PROBLEM STATEMENT -> Every entry needs to appear again exactly as written below.

RAW DATA ->
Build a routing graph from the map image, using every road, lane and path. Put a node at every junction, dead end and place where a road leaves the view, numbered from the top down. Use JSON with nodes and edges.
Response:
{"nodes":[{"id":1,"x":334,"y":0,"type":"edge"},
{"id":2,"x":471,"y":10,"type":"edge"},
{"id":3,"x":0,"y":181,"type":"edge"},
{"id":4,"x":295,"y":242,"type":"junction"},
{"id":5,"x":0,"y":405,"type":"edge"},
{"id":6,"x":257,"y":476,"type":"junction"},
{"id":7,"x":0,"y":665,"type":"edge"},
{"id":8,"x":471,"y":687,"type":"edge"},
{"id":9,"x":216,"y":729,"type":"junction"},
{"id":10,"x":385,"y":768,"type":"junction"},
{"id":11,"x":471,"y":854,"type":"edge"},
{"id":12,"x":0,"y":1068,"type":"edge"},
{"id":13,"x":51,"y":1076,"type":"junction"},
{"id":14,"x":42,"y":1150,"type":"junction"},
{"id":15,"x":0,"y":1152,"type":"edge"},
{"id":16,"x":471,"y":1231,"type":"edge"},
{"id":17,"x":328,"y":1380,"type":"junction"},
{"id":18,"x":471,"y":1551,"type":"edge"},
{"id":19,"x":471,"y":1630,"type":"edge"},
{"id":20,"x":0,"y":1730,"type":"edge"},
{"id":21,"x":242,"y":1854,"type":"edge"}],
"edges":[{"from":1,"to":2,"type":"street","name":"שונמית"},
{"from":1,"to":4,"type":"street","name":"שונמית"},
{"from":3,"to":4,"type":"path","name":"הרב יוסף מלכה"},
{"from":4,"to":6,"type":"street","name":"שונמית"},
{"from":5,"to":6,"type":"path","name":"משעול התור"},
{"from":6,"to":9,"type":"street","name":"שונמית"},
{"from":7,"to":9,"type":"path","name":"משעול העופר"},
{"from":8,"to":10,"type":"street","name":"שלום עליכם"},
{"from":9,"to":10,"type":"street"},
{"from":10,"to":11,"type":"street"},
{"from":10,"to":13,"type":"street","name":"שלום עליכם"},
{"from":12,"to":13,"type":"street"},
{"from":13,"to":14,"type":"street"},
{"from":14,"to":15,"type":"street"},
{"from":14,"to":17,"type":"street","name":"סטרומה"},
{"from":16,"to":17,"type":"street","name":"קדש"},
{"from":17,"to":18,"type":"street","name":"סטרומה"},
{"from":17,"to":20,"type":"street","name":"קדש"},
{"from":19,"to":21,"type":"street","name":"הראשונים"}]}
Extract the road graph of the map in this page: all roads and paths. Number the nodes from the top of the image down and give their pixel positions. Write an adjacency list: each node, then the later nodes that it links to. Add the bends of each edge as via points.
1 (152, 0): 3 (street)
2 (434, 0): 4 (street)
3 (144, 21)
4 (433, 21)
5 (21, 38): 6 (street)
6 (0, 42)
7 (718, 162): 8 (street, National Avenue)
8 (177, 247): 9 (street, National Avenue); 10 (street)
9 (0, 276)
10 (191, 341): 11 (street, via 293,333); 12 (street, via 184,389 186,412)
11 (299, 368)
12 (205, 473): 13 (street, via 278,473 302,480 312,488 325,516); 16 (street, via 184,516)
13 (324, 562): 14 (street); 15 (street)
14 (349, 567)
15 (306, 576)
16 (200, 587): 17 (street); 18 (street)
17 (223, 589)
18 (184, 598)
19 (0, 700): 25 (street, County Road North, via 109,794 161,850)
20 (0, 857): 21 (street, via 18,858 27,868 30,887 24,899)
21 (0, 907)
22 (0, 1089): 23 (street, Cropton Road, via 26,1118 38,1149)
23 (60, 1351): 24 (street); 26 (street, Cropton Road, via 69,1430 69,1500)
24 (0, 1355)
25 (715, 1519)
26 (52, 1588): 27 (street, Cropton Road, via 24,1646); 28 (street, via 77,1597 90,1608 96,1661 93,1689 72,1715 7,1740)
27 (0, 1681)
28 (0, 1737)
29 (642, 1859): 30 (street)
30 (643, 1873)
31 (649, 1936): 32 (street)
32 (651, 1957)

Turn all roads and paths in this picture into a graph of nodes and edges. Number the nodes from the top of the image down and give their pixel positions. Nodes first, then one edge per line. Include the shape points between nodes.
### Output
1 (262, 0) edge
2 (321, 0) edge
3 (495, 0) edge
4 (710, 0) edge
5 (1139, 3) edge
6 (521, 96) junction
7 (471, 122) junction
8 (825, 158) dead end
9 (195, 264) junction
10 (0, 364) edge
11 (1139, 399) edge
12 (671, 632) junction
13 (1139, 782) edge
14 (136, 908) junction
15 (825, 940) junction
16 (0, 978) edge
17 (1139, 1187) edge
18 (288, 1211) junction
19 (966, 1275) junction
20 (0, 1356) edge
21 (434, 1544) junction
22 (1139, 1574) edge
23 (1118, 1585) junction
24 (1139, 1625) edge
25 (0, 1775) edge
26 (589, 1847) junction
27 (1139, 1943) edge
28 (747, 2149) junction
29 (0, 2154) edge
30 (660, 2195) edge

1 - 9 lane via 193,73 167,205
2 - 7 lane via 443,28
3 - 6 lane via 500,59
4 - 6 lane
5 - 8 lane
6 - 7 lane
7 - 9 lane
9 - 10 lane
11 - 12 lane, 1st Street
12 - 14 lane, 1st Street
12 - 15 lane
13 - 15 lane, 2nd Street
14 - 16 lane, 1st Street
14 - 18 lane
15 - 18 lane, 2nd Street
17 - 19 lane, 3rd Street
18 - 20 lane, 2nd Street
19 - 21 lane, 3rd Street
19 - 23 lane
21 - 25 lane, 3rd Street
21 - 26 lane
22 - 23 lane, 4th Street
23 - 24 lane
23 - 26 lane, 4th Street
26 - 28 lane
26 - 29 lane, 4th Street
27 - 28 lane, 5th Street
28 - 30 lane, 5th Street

RESPONSE TO THE EXERCISE ->
Build a routing graph from the map image, using every road, lane and path. Put a node at every junction, dead end and place where a road leaves the view, numbered from the top down. Use JSON with nodes and edges.
Response:
{"nodes":[{"id":1,"x":334,"y":0,"type":"edge"},
{"id":2,"x":471,"y":10,"type":"edge"},
{"id":3,"x":0,"y":181,"type":"edge"},
{"id":4,"x":295,"y":242,"type":"junction"},
{"id":5,"x":0,"y":405,"type":"edge"},
{"id":6,"x":257,"y":476,"type":"junction"},
{"id":7,"x":0,"y":665,"type":"edge"},
{"id":8,"x":471,"y":687,"type":"edge"},
{"id":9,"x":216,"y":729,"type":"junction"},
{"id":10,"x":385,"y":768,"type":"junction"},
{"id":11,"x":471,"y":854,"type":"edge"},
{"id":12,"x":0,"y":1068,"type":"edge"},
{"id":13,"x":51,"y":1076,"type":"junction"},
{"id":14,"x":42,"y":1150,"type":"junction"},
{"id":15,"x":0,"y":1152,"type":"edge"},
{"id":16,"x":471,"y":1231,"type":"edge"},
{"id":17,"x":328,"y":1380,"type":"junction"},
{"id":18,"x":471,"y":1551,"type":"edge"},
{"id":19,"x":471,"y":1630,"type":"edge"},
{"id":20,"x":0,"y":1730,"type":"edge"},
{"id":21,"x":242,"y":1854,"type":"edge"}],
"edges":[{"from":1,"to":2,"type":"street","name":"שונמית"},
{"from":1,"to":4,"type":"street","name":"שונמית"},
{"from":3,"to":4,"type":"path","name":"הרב יוסף מלכה"},
{"from":4,"to":6,"type":"street","name":"שונמית"},
{"from":5,"to":6,"type":"path","name":"משעול התור"},
{"from":6,"to":9,"type":"street","name":"שונמית"},
{"from":7,"to":9,"type":"path","name":"משעול העופר"},
{"from":8,"to":10,"type":"street","name":"שלום עליכם"},
{"from":9,"to":10,"type":"street"},
{"from":10,"to":11,"type":"street"},
{"from":10,"to":13,"type":"street","name":"שלום עליכם"},
{"from":12,"to":13,"type":"street"},
{"from":13,"to":14,"type":"street"},
{"from":14,"to":15,"type":"street"},
{"from":14,"to":17,"type":"street","name":"סטרומה"},
{"from":16,"to":17,"type":"street","name":"קדש"},
{"from":17,"to":18,"type":"street","name":"סטרומה"},
{"from":17,"to":20,"type":"street","name":"קדש"},
{"from":19,"to":21,"type":"street","name":"הראשונים"}]}
Extract the road graph of the map in this page: all roads and paths. Number the nodes from the top of the image down and give their pixel positions. Write an adjacency list: each node, then the later nodes that it links to. Add the bends of each edge as via points.
1 (152, 0): 3 (street)
2 (434, 0): 4 (street)
3 (144, 21)
4 (433, 21)
5 (21, 38): 6 (street)
6 (0, 42)
7 (718, 162): 8 (street, National Avenue)
8 (177, 247): 9 (street, National Avenue); 10 (street)
9 (0, 276)
10 (191, 341): 11 (street, via 293,333); 12 (street, via 184,389 186,412)
11 (299, 368)
12 (205, 473): 13 (street, via 278,473 302,480 312,488 325,516); 16 (street, via 184,516)
13 (324, 562): 14 (street); 15 (street)
14 (349, 567)
15 (306, 576)
16 (200, 587): 17 (street); 18 (street)
17 (223, 589)
18 (184, 598)
19 (0, 700): 25 (street, County Road North, via 109,794 161,850)
20 (0, 857): 21 (street, via 18,858 27,868 30,887 24,899)
21 (0, 907)
22 (0, 1089): 23 (street, Cropton Road, via 26,1118 38,1149)
23 (60, 1351): 24 (street); 26 (street, Cropton Road, via 69,1430 69,1500)
24 (0, 1355)
25 (715, 1519)
26 (52, 1588): 27 (street, Cropton Road, via 24,1646); 28 (street, via 77,1597 90,1608 96,1661 93,1689 72,1715 7,1740)
27 (0, 1681)
28 (0, 1737)
29 (642, 1859): 30 (street)
30 (643, 1873)
31 (649, 1936): 32 (street)
32 (651, 1957)

Turn all roads and paths in this picture into a graph of nodes and edges. Number the nodes from the top of the image down and give their pixel positions. Nodes first, then one edge per line. Include the shape points between nodes.
### Output
1 (262, 0) edge
2 (321, 0) edge
3 (495, 0) edge
4 (710, 0) edge
5 (1139, 3) edge
6 (521, 96) junction
7 (471, 122) junction
8 (825, 158) dead end
9 (195, 264) junction
10 (0, 364) edge
11 (1139, 399) edge
12 (671, 632) junction
13 (1139, 782) edge
14 (136, 908) junction
15 (825, 940) junction
16 (0, 978) edge
17 (1139, 1187) edge
18 (288, 1211) junction
19 (966, 1275) junction
20 (0, 1356) edge
21 (434, 1544) junction
22 (1139, 1574) edge
23 (1118, 1585) junction
24 (1139, 1625) edge
25 (0, 1775) edge
26 (589, 1847) junction
27 (1139, 1943) edge
28 (747, 2149) junction
29 (0, 2154) edge
30 (660, 2195) edge

1 - 9 lane via 193,73 167,205
2 - 7 lane via 443,28
3 - 6 lane via 500,59
4 - 6 lane
5 - 8 lane
6 - 7 lane
7 - 9 lane
9 - 10 lane
11 - 12 lane, 1st Street
12 - 14 lane, 1st Street
12 - 15 lane
13 - 15 lane, 2nd Street
14 - 16 lane, 1st Street
14 - 18 lane
15 - 18 lane, 2nd Street
17 - 19 lane, 3rd Street
18 - 20 lane, 2nd Street
19 - 21 lane, 3rd Street
19 - 23 lane
21 - 25 lane, 3rd Street
21 - 26 lane
22 - 23 lane, 4th Street
23 - 24 lane
23 - 26 lane, 4th Street
26 - 28 lane
26 - 29 lane, 4th Street
27 - 28 lane, 5th Street
28 - 30 lane, 5th Street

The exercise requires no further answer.